The International Association for Technology Trade (IATT) is a consortium of information technology organizations, strategic advisors, government agencies and corporate members seeking to generate successful global business opportunities – with a key focus on China and emerging economies. IATT runs ongoing trade missions to developing regions, sponsors and co-promotes conferences and symposia, and provides strategic services to companies entering and expanding into emerging markets.

Events

2006 Guangdong Province Educational Technology Buyers' Summit

In June 2006, IATT hosted a high-level delegation from the Guangdong Province Department of Education, visiting North America at summit meetings arranged by IATT in Toronto, ON; Washington, DC and San Jose, CA. Highlights included meetings with representatives from Discovery Communications, the Oracle Education Foundation and Adobe Systems among other ISTE 100 companies. ISTE was a co-organizer of the summit, designed to introduce leading educational technology companies in North America to potential buyers in China.
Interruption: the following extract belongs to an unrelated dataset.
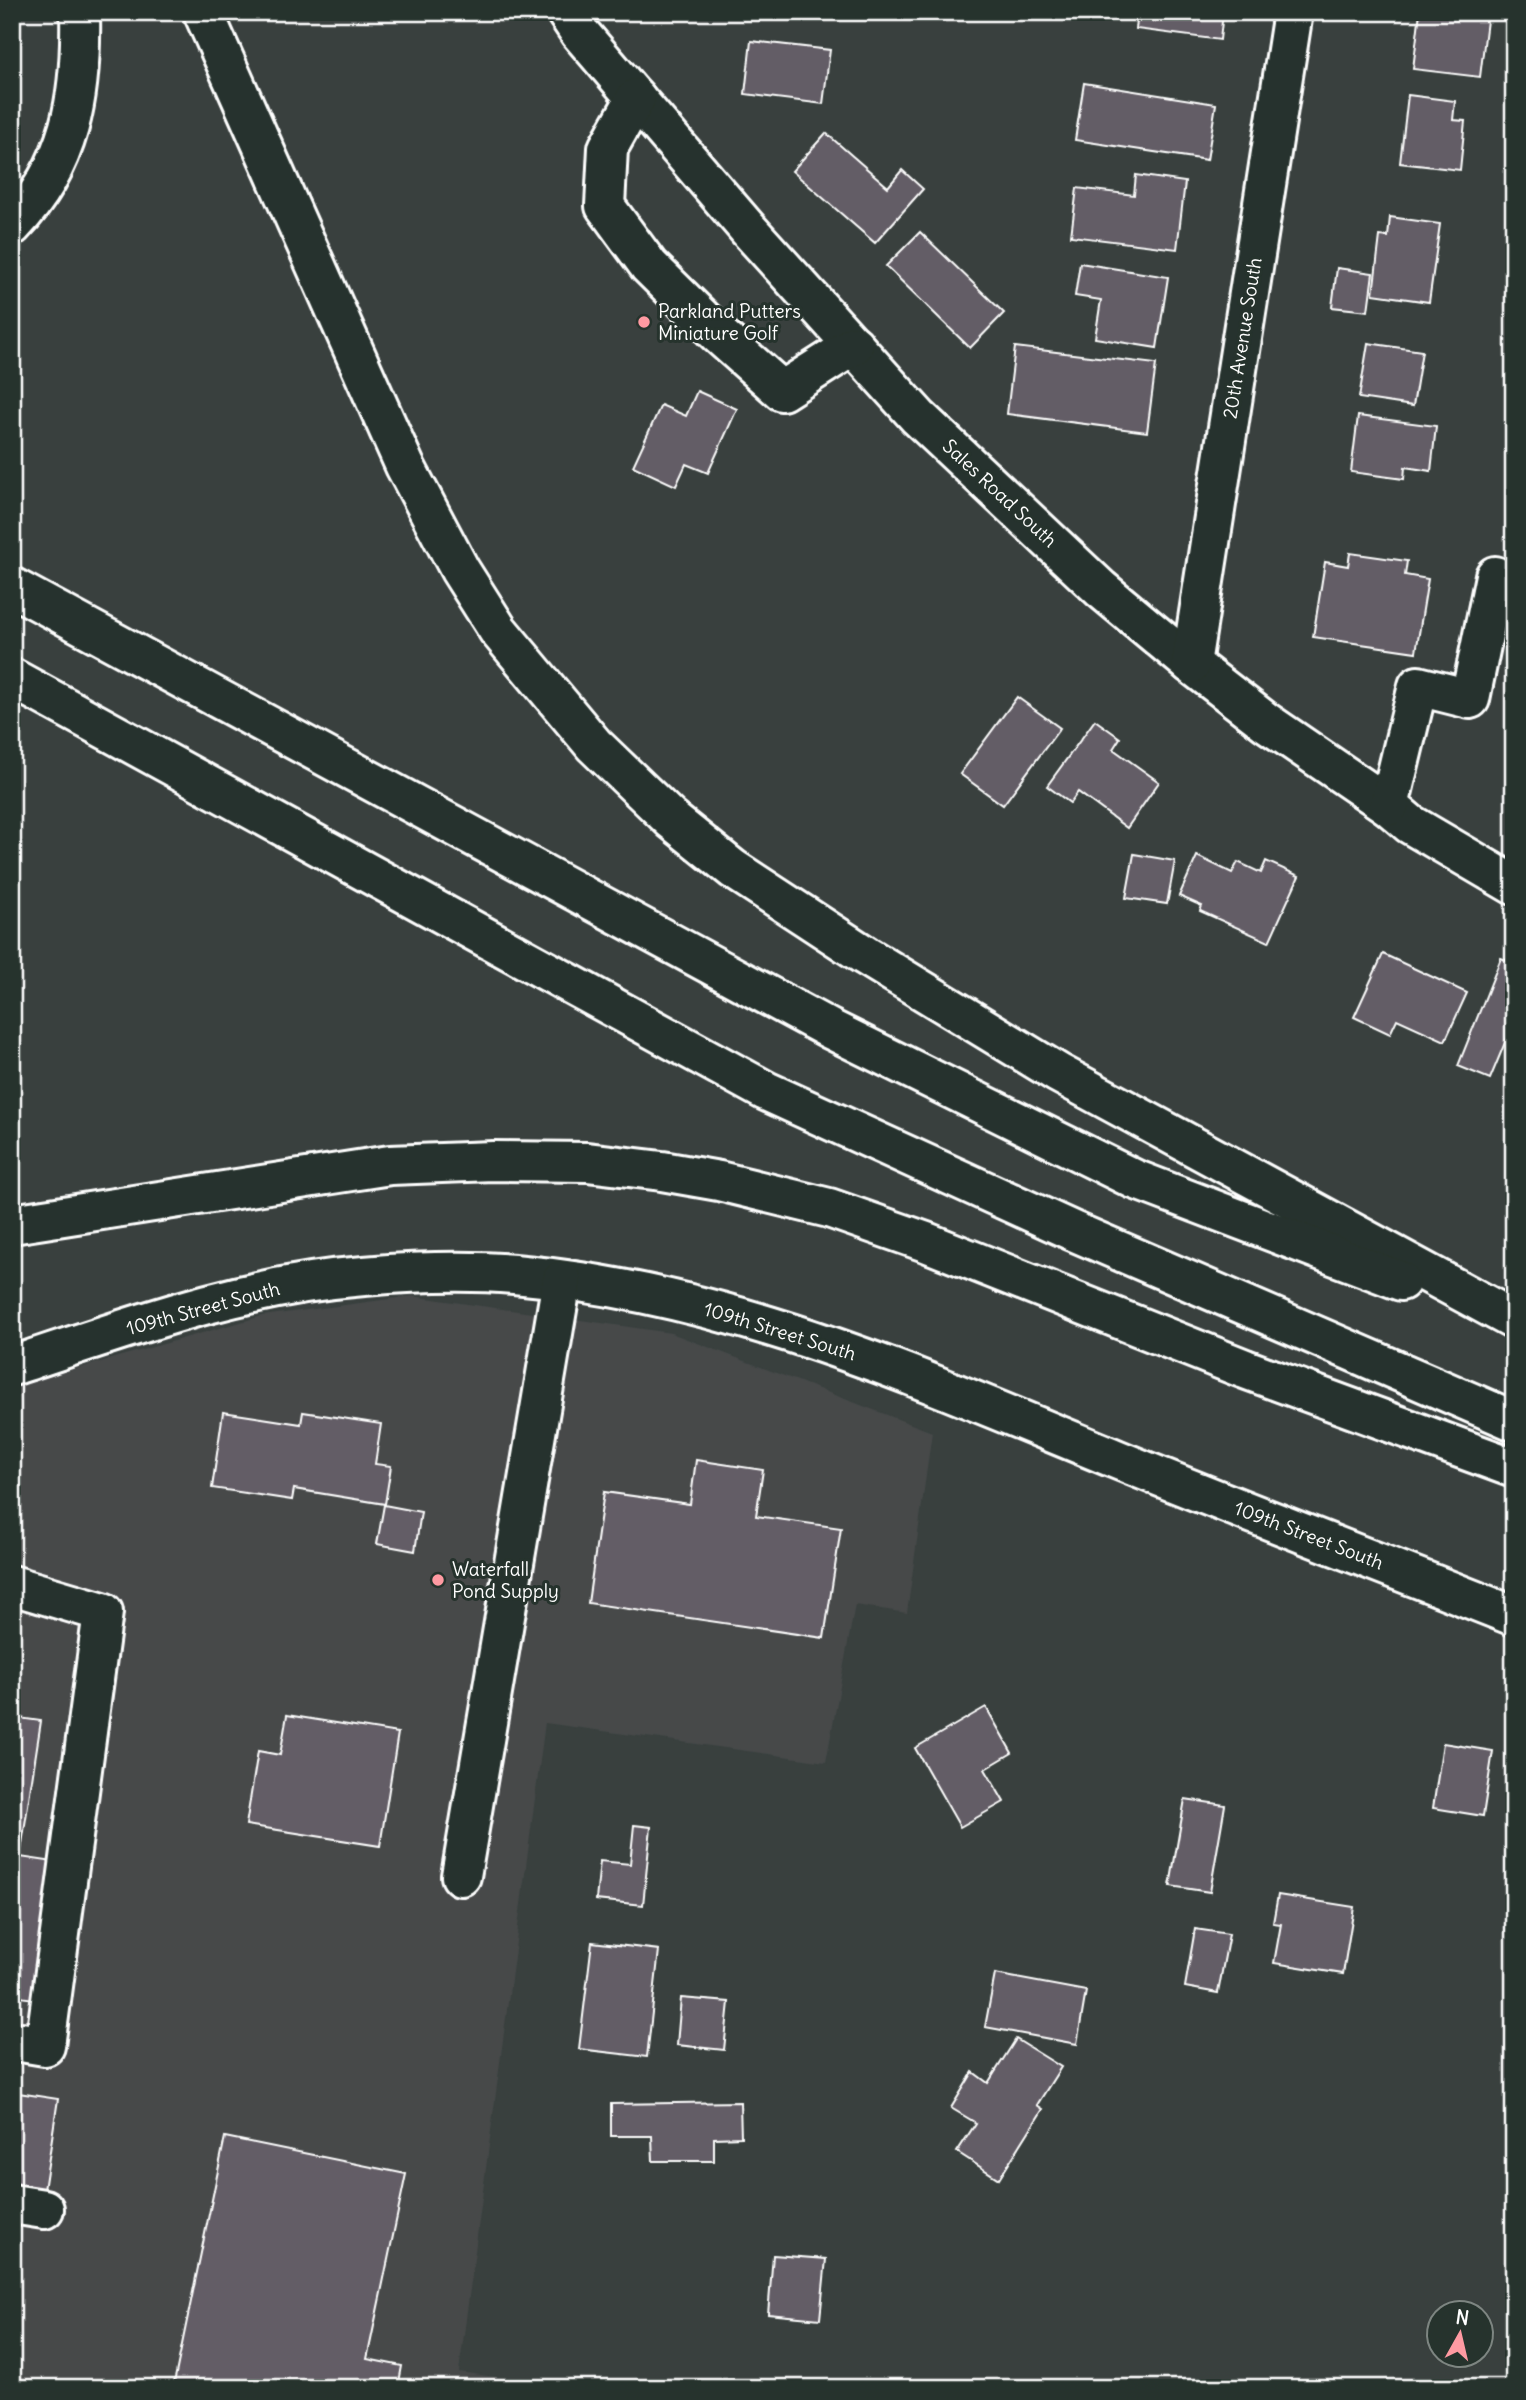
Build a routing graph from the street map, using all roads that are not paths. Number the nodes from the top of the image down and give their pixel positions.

First Sino-American Forum of Intellectual Property Rights

Efforts in 2005 to forge a partnership with the Patent Protection Association of China (PPAC) under the direction of China’s State Intellectual Property Office (SIPO) resulted in the first-ever Sino-American Forum of Intellectual Property Rights, held in China’s booming Pearl River Delta. Attracting more than 500 government officials, business leaders and academics from throughout China and North America, IATT and PPAC co-organized the event.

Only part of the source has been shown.